== PROBLEM STATEMENT ==
Only the text should come through, so restate the listing exactly and drop its images.

== DATA SHOWN ==
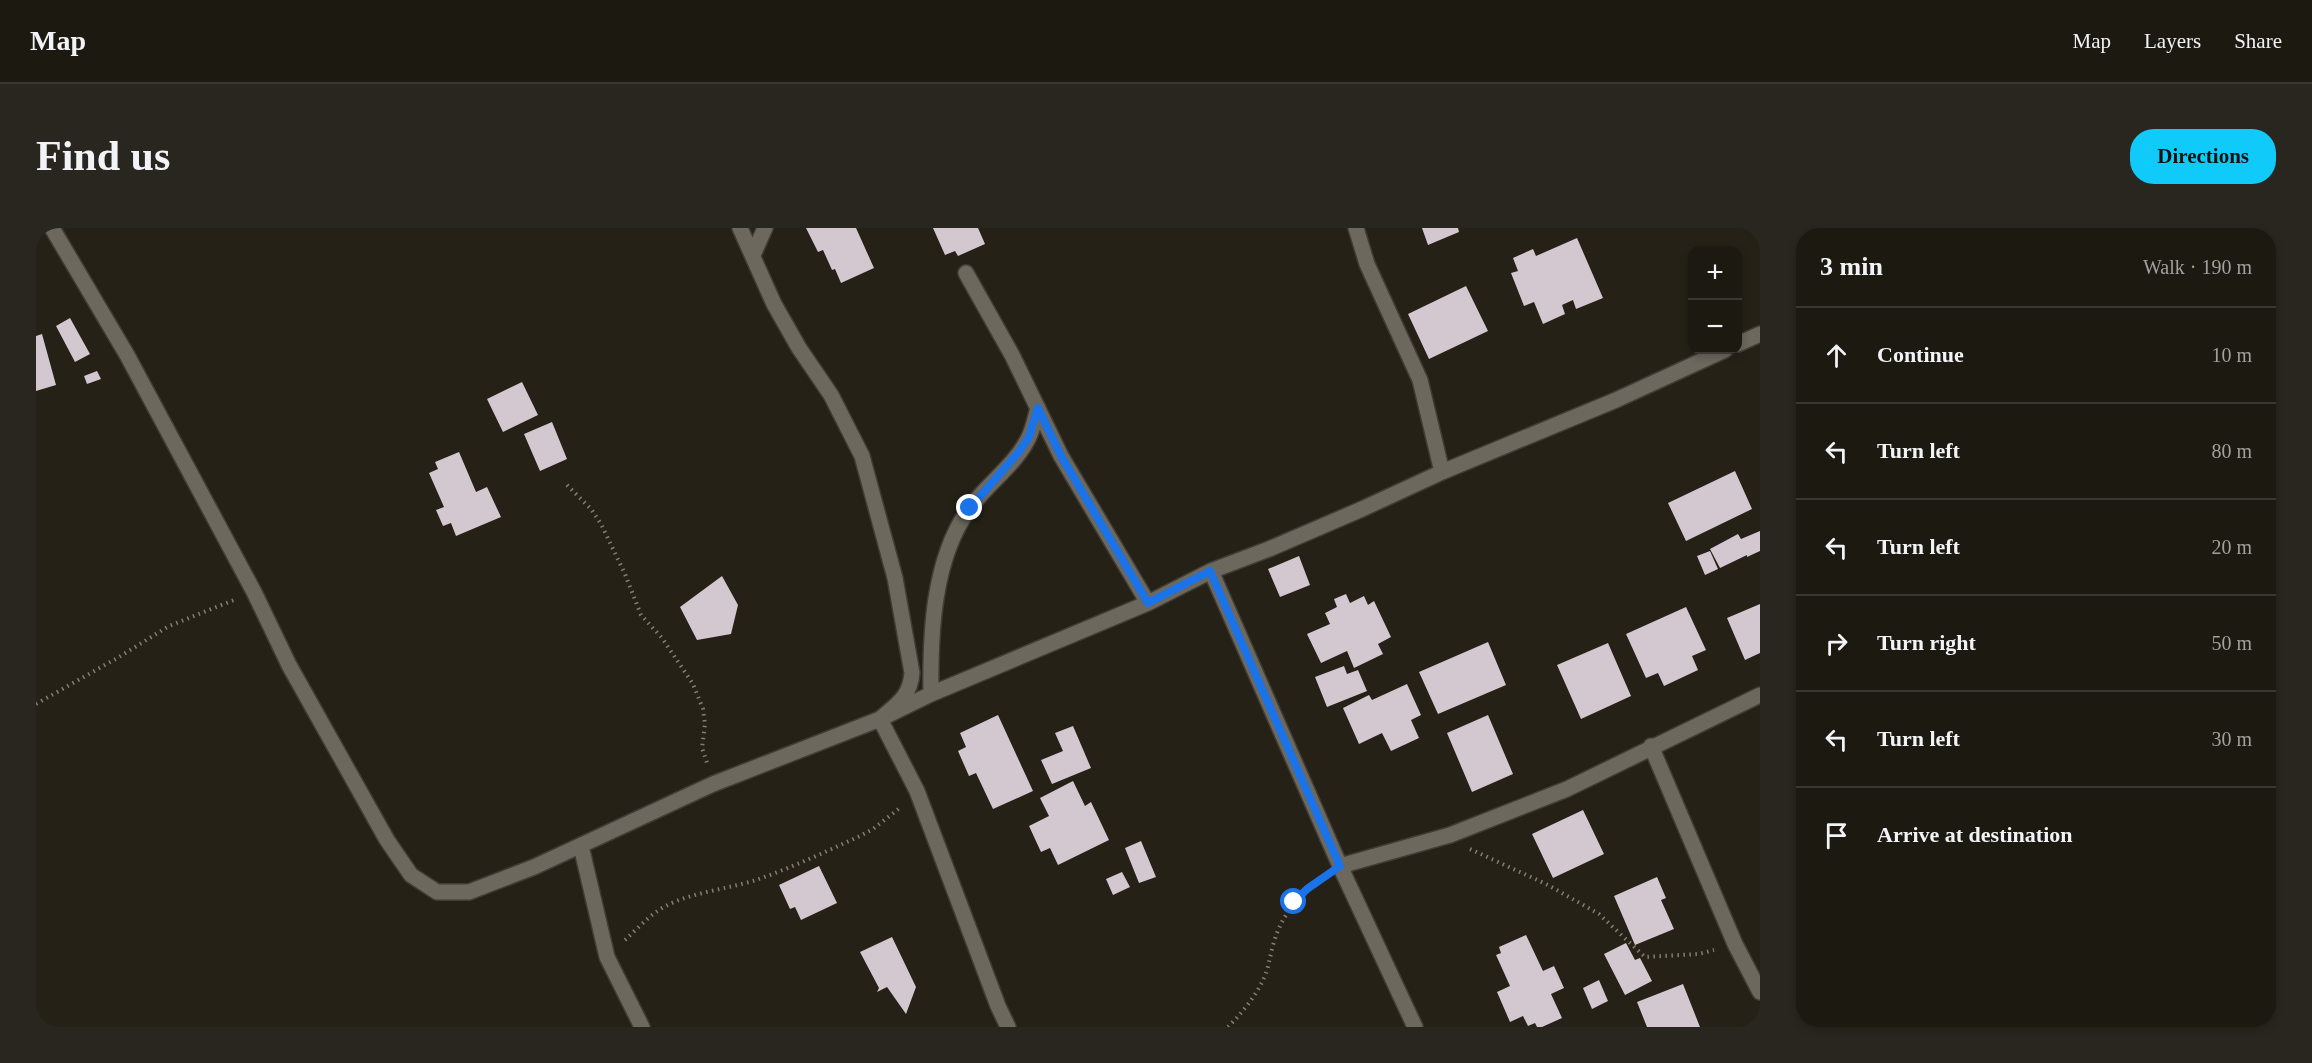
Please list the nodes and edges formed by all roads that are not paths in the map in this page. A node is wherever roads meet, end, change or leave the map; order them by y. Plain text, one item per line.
1 (52, 228) edge
2 (740, 228) edge
3 (765, 228) edge
4 (1356, 228) edge
5 (753, 255) junction
6 (966, 273) dead end
7 (1760, 333) edge
8 (1742, 342) edge
9 (1716, 354) edge
10 (1038, 408) junction
11 (1442, 472) junction
12 (1210, 571) junction
13 (1148, 603) junction
14 (931, 694) junction
15 (1760, 695) edge
16 (880, 719) junction
17 (1651, 746) junction
18 (582, 846) junction
19 (1340, 866) junction
20 (1760, 992) edge
21 (642, 1027) edge
22 (1008, 1027) edge
23 (1415, 1027) edge

1 - 18 street
2 - 5 street
3 - 5 street
4 - 11 street
5 - 16 street
6 - 10 street
7 - 8 street
9 - 11 street
10 - 13 street
10 - 14 street
11 - 12 street
12 - 13 street
12 - 19 street
13 - 14 street
14 - 16 street
15 - 17 street
16 - 18 street
16 - 22 street
17 - 19 street
17 - 20 street
18 - 21 street
19 - 23 street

== RESPONSE BELOW ==
Please list the nodes and edges formed by all roads that are not paths in the map in this page. A node is wherever roads meet, end, change or leave the map; order them by y. Plain text, one item per line.
1 (52, 228) edge
2 (740, 228) edge
3 (765, 228) edge
4 (1356, 228) edge
5 (753, 255) junction
6 (966, 273) dead end
7 (1760, 333) edge
8 (1742, 342) edge
9 (1716, 354) edge
10 (1038, 408) junction
11 (1442, 472) junction
12 (1210, 571) junction
13 (1148, 603) junction
14 (931, 694) junction
15 (1760, 695) edge
16 (880, 719) junction
17 (1651, 746) junction
18 (582, 846) junction
19 (1340, 866) junction
20 (1760, 992) edge
21 (642, 1027) edge
22 (1008, 1027) edge
23 (1415, 1027) edge

1 - 18 street
2 - 5 street
3 - 5 street
4 - 11 street
5 - 16 street
6 - 10 street
7 - 8 street
9 - 11 street
10 - 13 street
10 - 14 street
11 - 12 street
12 - 13 street
12 - 19 street
13 - 14 street
14 - 16 street
15 - 17 street
16 - 18 street
16 - 22 street
17 - 19 street
17 - 20 street
18 - 21 street
19 - 23 street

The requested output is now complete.